- [What you are asked to do]: A set of records appears below. Print them all, word for word.

Content starts

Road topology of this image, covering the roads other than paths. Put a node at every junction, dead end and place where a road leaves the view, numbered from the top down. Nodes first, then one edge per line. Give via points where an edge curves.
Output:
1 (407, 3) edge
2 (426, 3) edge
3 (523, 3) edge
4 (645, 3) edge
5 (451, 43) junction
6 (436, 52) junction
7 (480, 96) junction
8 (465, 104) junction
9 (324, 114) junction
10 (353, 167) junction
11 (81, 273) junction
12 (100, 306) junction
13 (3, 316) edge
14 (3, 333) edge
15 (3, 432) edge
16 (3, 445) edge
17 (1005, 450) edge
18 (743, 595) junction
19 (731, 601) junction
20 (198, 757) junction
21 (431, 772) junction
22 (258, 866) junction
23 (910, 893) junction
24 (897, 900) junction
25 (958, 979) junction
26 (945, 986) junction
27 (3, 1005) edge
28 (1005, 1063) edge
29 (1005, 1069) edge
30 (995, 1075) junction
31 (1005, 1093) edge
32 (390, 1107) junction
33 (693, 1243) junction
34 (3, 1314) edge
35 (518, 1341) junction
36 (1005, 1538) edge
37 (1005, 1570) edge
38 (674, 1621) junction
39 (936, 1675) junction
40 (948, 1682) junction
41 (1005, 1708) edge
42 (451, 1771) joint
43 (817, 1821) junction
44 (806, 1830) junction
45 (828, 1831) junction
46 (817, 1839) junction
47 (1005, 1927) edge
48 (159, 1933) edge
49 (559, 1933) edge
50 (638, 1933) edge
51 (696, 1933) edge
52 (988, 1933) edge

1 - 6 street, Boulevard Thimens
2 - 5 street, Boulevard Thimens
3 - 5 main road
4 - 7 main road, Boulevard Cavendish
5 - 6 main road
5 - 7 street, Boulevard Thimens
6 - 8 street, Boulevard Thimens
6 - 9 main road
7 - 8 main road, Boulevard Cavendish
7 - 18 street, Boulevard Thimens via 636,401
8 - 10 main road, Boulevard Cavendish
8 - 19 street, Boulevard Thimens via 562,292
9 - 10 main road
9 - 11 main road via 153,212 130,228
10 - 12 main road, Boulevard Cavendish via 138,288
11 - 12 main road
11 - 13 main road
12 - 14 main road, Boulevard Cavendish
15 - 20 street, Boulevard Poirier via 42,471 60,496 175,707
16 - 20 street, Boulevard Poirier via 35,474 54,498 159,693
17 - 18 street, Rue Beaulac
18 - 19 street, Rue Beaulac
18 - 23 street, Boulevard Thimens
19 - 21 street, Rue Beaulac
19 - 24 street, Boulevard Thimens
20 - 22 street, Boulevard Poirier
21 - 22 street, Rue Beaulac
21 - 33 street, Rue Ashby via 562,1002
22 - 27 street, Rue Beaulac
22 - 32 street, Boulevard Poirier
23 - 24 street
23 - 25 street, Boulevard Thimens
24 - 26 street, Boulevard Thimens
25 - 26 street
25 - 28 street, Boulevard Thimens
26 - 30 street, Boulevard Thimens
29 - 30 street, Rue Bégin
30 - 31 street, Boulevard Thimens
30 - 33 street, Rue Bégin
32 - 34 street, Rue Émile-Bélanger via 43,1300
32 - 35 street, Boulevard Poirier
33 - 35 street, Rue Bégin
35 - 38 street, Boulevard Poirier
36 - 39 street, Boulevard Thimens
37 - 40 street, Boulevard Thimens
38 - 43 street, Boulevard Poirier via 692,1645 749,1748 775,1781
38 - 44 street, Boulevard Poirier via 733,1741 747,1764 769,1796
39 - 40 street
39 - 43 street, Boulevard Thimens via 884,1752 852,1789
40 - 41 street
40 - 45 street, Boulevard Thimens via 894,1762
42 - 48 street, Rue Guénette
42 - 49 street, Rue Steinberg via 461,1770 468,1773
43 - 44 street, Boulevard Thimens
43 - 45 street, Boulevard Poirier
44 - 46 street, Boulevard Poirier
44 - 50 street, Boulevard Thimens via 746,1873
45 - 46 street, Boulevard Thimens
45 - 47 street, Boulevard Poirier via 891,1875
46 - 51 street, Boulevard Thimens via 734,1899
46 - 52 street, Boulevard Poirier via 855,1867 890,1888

Content ends

- [Response area]:
Road topology of this image, covering the roads other than paths. Put a node at every junction, dead end and place where a road leaves the view, numbered from the top down. Nodes first, then one edge per line. Give via points where an edge curves.
Output:
1 (407, 3) edge
2 (426, 3) edge
3 (523, 3) edge
4 (645, 3) edge
5 (451, 43) junction
6 (436, 52) junction
7 (480, 96) junction
8 (465, 104) junction
9 (324, 114) junction
10 (353, 167) junction
11 (81, 273) junction
12 (100, 306) junction
13 (3, 316) edge
14 (3, 333) edge
15 (3, 432) edge
16 (3, 445) edge
17 (1005, 450) edge
18 (743, 595) junction
19 (731, 601) junction
20 (198, 757) junction
21 (431, 772) junction
22 (258, 866) junction
23 (910, 893) junction
24 (897, 900) junction
25 (958, 979) junction
26 (945, 986) junction
27 (3, 1005) edge
28 (1005, 1063) edge
29 (1005, 1069) edge
30 (995, 1075) junction
31 (1005, 1093) edge
32 (390, 1107) junction
33 (693, 1243) junction
34 (3, 1314) edge
35 (518, 1341) junction
36 (1005, 1538) edge
37 (1005, 1570) edge
38 (674, 1621) junction
39 (936, 1675) junction
40 (948, 1682) junction
41 (1005, 1708) edge
42 (451, 1771) joint
43 (817, 1821) junction
44 (806, 1830) junction
45 (828, 1831) junction
46 (817, 1839) junction
47 (1005, 1927) edge
48 (159, 1933) edge
49 (559, 1933) edge
50 (638, 1933) edge
51 (696, 1933) edge
52 (988, 1933) edge

1 - 6 street, Boulevard Thimens
2 - 5 street, Boulevard Thimens
3 - 5 main road
4 - 7 main road, Boulevard Cavendish
5 - 6 main road
5 - 7 street, Boulevard Thimens
6 - 8 street, Boulevard Thimens
6 - 9 main road
7 - 8 main road, Boulevard Cavendish
7 - 18 street, Boulevard Thimens via 636,401
8 - 10 main road, Boulevard Cavendish
8 - 19 street, Boulevard Thimens via 562,292
9 - 10 main road
9 - 11 main road via 153,212 130,228
10 - 12 main road, Boulevard Cavendish via 138,288
11 - 12 main road
11 - 13 main road
12 - 14 main road, Boulevard Cavendish
15 - 20 street, Boulevard Poirier via 42,471 60,496 175,707
16 - 20 street, Boulevard Poirier via 35,474 54,498 159,693
17 - 18 street, Rue Beaulac
18 - 19 street, Rue Beaulac
18 - 23 street, Boulevard Thimens
19 - 21 street, Rue Beaulac
19 - 24 street, Boulevard Thimens
20 - 22 street, Boulevard Poirier
21 - 22 street, Rue Beaulac
21 - 33 street, Rue Ashby via 562,1002
22 - 27 street, Rue Beaulac
22 - 32 street, Boulevard Poirier
23 - 24 street
23 - 25 street, Boulevard Thimens
24 - 26 street, Boulevard Thimens
25 - 26 street
25 - 28 street, Boulevard Thimens
26 - 30 street, Boulevard Thimens
29 - 30 street, Rue Bégin
30 - 31 street, Boulevard Thimens
30 - 33 street, Rue Bégin
32 - 34 street, Rue Émile-Bélanger via 43,1300
32 - 35 street, Boulevard Poirier
33 - 35 street, Rue Bégin
35 - 38 street, Boulevard Poirier
36 - 39 street, Boulevard Thimens
37 - 40 street, Boulevard Thimens
38 - 43 street, Boulevard Poirier via 692,1645 749,1748 775,1781
38 - 44 street, Boulevard Poirier via 733,1741 747,1764 769,1796
39 - 40 street
39 - 43 street, Boulevard Thimens via 884,1752 852,1789
40 - 41 street
40 - 45 street, Boulevard Thimens via 894,1762
42 - 48 street, Rue Guénette
42 - 49 street, Rue Steinberg via 461,1770 468,1773
43 - 44 street, Boulevard Thimens
43 - 45 street, Boulevard Poirier
44 - 46 street, Boulevard Poirier
44 - 50 street, Boulevard Thimens via 746,1873
45 - 46 street, Boulevard Thimens
45 - 47 street, Boulevard Poirier via 891,1875
46 - 51 street, Boulevard Thimens via 734,1899
46 - 52 street, Boulevard Poirier via 855,1867 890,1888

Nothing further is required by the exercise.